[Collected data entries]
******************************

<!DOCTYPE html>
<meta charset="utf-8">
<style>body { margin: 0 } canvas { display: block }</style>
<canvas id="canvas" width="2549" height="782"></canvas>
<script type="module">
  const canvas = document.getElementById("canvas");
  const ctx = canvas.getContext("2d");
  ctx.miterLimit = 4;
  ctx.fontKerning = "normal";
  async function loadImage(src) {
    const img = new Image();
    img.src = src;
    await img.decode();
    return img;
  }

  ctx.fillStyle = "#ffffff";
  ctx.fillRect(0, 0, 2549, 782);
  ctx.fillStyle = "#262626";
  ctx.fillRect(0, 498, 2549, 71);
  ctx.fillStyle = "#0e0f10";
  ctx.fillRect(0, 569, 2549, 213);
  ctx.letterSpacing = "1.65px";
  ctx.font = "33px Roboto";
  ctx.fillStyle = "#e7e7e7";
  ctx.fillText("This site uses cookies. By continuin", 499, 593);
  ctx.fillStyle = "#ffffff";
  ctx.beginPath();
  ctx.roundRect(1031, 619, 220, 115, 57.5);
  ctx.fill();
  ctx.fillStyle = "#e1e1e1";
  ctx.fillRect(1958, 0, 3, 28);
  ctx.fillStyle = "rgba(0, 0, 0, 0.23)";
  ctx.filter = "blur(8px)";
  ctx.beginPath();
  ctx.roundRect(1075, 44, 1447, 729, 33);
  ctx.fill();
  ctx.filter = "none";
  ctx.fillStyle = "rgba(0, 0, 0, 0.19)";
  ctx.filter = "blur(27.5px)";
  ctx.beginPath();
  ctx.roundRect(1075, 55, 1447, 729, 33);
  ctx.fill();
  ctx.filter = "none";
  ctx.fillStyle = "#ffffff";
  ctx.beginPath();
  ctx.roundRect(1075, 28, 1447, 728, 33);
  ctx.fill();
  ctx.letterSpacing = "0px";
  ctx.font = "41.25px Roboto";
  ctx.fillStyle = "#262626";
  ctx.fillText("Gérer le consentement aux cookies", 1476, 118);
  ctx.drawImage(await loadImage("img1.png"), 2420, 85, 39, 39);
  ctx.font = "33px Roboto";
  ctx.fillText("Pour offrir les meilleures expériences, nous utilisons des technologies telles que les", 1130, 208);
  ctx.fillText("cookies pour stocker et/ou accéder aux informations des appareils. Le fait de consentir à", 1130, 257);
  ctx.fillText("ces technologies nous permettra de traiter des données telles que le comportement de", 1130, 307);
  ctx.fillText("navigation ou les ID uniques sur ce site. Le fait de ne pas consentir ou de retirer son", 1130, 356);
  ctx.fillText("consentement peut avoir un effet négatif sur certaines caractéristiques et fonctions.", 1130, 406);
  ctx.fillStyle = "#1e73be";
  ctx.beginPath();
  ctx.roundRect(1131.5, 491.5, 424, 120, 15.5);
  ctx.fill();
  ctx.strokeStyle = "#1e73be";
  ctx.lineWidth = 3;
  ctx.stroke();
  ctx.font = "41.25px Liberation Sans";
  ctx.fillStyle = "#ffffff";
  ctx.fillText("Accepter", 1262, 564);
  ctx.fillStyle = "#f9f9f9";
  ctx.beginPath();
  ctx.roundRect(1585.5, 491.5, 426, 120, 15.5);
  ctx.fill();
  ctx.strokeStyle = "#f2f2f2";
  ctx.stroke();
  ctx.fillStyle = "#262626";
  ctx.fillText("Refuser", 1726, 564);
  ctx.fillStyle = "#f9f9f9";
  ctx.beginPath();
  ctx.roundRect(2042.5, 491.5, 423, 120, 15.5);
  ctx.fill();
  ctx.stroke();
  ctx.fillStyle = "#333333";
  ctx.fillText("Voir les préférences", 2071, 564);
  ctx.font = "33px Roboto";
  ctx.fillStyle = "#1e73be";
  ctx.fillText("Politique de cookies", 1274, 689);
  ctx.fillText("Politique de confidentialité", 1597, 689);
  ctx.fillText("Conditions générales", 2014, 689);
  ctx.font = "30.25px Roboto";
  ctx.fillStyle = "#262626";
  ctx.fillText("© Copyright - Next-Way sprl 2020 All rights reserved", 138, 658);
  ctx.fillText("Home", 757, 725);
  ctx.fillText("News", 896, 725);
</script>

******************************

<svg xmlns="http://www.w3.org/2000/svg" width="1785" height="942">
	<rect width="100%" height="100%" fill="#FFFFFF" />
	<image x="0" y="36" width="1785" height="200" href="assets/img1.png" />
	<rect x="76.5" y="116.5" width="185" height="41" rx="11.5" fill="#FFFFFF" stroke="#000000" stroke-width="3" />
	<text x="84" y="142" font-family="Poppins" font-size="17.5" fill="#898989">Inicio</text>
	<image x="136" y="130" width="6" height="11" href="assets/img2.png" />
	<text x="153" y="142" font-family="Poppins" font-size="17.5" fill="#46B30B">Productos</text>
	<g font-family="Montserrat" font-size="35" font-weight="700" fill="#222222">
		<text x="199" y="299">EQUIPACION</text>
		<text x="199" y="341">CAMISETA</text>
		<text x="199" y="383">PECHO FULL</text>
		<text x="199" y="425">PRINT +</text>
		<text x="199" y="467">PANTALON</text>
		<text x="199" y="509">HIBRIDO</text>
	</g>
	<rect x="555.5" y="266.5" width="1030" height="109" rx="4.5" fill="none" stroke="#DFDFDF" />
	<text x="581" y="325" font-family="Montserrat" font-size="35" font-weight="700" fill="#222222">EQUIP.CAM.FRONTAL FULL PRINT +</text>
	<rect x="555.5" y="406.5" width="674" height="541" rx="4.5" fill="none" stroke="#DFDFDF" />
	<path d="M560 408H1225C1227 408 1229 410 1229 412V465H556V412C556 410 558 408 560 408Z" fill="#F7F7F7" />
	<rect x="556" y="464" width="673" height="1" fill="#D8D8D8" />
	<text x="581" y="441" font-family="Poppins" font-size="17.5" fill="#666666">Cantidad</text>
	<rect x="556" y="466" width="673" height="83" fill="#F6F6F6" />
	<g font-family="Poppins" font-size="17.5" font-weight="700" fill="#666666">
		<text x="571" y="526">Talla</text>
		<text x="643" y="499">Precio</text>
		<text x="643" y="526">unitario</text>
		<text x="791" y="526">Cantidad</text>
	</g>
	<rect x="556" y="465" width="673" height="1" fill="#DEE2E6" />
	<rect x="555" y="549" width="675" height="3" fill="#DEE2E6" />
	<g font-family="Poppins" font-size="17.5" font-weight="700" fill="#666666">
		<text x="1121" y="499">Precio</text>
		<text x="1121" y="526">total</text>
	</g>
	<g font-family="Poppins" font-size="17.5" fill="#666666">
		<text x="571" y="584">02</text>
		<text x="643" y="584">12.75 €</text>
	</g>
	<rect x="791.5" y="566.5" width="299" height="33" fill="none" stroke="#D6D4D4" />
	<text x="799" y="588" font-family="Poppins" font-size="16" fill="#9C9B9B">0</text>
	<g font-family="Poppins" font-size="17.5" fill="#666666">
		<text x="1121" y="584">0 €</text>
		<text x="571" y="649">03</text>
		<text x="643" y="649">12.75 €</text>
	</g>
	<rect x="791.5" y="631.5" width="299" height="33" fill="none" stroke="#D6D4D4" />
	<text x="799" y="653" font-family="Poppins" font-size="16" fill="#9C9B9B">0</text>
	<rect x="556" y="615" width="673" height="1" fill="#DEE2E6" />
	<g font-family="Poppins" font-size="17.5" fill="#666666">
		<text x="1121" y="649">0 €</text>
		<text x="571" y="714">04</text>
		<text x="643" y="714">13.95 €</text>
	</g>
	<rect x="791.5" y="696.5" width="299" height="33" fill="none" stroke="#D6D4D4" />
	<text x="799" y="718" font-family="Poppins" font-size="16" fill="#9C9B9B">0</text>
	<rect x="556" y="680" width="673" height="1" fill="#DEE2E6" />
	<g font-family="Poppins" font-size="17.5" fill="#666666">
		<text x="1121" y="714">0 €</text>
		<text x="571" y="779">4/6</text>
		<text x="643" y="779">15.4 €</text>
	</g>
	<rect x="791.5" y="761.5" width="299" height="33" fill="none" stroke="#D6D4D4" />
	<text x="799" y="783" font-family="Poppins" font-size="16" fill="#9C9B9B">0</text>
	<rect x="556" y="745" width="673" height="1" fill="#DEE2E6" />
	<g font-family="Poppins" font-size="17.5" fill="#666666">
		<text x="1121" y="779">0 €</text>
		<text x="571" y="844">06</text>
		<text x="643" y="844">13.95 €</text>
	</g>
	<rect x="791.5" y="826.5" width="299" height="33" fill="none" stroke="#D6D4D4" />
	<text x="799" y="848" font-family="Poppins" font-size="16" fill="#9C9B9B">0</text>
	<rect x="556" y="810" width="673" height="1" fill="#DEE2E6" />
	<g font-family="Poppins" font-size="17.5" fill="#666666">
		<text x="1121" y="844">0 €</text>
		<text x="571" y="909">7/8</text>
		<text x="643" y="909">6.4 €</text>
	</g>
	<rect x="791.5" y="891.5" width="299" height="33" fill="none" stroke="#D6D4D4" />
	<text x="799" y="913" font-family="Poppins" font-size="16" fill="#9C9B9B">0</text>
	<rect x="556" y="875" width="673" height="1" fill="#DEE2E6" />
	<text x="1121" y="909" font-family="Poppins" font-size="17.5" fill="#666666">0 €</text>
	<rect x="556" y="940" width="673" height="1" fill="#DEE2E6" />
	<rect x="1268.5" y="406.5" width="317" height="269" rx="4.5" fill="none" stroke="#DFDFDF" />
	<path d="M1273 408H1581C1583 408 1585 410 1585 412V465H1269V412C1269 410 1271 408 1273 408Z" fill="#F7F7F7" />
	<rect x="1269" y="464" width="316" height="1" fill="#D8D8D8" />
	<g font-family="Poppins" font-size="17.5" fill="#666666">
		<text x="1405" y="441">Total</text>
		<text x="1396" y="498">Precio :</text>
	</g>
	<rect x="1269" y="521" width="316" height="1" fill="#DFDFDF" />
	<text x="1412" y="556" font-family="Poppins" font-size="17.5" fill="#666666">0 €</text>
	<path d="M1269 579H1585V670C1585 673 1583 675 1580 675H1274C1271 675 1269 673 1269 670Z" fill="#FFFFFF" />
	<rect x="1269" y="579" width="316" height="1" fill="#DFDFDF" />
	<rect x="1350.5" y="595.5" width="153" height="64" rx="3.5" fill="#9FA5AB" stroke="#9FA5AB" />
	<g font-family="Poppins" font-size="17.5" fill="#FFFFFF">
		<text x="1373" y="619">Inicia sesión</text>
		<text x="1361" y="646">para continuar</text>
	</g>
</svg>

******************************

YOUR OBJECTIVE: Check each line of the entries for the string "canvas". Copy the lines that have it.

ANSWER TO THIS TASK:
<style>body { margin: 0 } canvas { display: block }</style>
<canvas id="canvas" width="2549" height="782"></canvas>
  const canvas = document.getElementById("canvas");
  const ctx = canvas.getContext("2d");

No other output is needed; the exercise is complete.